The Caribbean has had its share of vagabonds, pirates, and rebels. To this day, a group of freedom fighters known as the Maroons are some of the more recognised and esteemed. These ex-slaves were seen as great warriors, once slaves in Jamaica, who fought to overcome slavery and oppression for all. Some didn’t like them however, and saw them as merely criminals and violent troublemakers.
In our current political and financial climate, with riots, protests and frustrations abounding, we could learn a few things from these Maroons of old who kept fighting and stayed determined until the tables were turned in their favour. Today’s protestors are treated like troublemakers and criminals, even those not seeking violence. Riots have come as a result of frustration and lack of respect, not too dissimilar to the situation in the Caribbean from long ago.

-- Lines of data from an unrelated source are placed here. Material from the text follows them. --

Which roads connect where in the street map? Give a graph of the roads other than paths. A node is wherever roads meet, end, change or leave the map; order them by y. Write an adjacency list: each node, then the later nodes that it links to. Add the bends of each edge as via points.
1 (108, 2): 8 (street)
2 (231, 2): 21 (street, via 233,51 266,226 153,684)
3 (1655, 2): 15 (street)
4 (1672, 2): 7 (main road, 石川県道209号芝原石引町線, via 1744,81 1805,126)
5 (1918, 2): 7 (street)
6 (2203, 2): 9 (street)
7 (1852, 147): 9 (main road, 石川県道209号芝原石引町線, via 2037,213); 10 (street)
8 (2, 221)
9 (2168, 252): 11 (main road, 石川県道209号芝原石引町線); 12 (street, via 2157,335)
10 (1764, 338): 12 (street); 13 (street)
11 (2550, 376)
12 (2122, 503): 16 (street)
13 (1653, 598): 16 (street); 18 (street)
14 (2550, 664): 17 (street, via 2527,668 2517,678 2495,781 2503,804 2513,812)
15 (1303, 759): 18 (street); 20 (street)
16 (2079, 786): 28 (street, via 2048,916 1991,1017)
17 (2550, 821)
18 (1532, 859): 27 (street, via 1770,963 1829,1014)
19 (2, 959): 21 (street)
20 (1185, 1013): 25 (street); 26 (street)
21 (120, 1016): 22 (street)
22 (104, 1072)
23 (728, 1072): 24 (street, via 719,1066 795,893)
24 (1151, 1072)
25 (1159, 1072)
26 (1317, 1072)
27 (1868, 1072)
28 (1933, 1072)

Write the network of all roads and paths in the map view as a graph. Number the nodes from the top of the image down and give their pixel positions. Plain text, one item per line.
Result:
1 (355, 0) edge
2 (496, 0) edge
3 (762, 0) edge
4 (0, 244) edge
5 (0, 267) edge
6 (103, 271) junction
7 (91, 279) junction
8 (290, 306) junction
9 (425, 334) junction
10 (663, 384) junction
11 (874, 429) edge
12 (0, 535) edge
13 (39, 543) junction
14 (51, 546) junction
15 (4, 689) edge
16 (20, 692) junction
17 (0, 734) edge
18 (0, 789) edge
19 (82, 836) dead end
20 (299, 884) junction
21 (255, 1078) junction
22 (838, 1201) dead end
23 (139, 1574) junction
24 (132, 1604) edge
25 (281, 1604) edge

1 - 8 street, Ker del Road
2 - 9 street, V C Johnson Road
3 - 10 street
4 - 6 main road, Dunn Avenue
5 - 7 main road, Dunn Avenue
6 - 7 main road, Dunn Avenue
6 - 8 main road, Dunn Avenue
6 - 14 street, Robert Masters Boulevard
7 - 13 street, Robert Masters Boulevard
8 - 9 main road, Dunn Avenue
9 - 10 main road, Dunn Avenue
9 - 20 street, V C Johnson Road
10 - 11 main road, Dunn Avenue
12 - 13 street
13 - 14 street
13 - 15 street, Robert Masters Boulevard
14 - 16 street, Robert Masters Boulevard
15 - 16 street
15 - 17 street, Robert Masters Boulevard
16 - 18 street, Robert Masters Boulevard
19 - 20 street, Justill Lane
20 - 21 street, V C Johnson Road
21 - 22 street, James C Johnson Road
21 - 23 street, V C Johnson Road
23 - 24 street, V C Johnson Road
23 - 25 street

On the island of St. Lucia, the Maroons lived in secret inaccessible parts of the island and fought to help free slaves end the plantation structure and re-claim the island. The Maroons began with one woman, Queen Nanny, a renegade ex-slave who led the communities to take control and gain freedom for all.
The Maroons were defiant and unwilling to back down to the current system or to give in to what other thought was right. They believed in freedom and justice for all peoples regardless of decent, history, and definitely regardless of colour. Their determination helped bring freedom to Jamaica, St. Lucia and other Caribbean islands.
While the methods of the Maroons were often frowned upon their bold actions paved the way for a new season in the Caribbean, one where slavery was no longer commonplace and different nations could dwell together in peace. It would seem that sometimes in order to win big dreams and beautiful places we need to make bold gestures.
The Caribbean is an extraordinarily beautiful part of the world and is inviting to all who visit. It’s no wonder the people fought to own their own land and find peace on the beautiful islands. If you’d like to get a taste for the renegade life on some of the world’s most beautiful islands, visiting St. Lucia or Jamaica at this time of year could prove most ideal.
Dive into the dramatic history of the Maroons and get inspired to take back your own country (not through violent means, mind you), in between great treks into the rainforest, swimming, water sports, and other great adventures that these islands have to offer.
January 2012 is a great time to visit too. On the 6th of January in Jamaica there is a grand celebration of the Maroons’ peace treaty with the British. This is a great time to visit and get a taste for this exciting culture. In St. Lucia the 6th of January is a great delight thanks to the Gros Islet street party, one of the biggest parties of its kind featuring local DJs and a plethora of delectable Caribbean and international cuisine.
On the same day elsewhere on the island you’ll also find the Anse-la-Raye Seafood party, which serves freshly caught delicacies such as squid, octopus, shrimp, and more all out doors and with a soundtrack of Caribbean calypso. Excellent.
As the dark, broody weather of winter settles in for a long winter nap, consider a chance to break free, get some sun, and get inspired by history to help change your world today.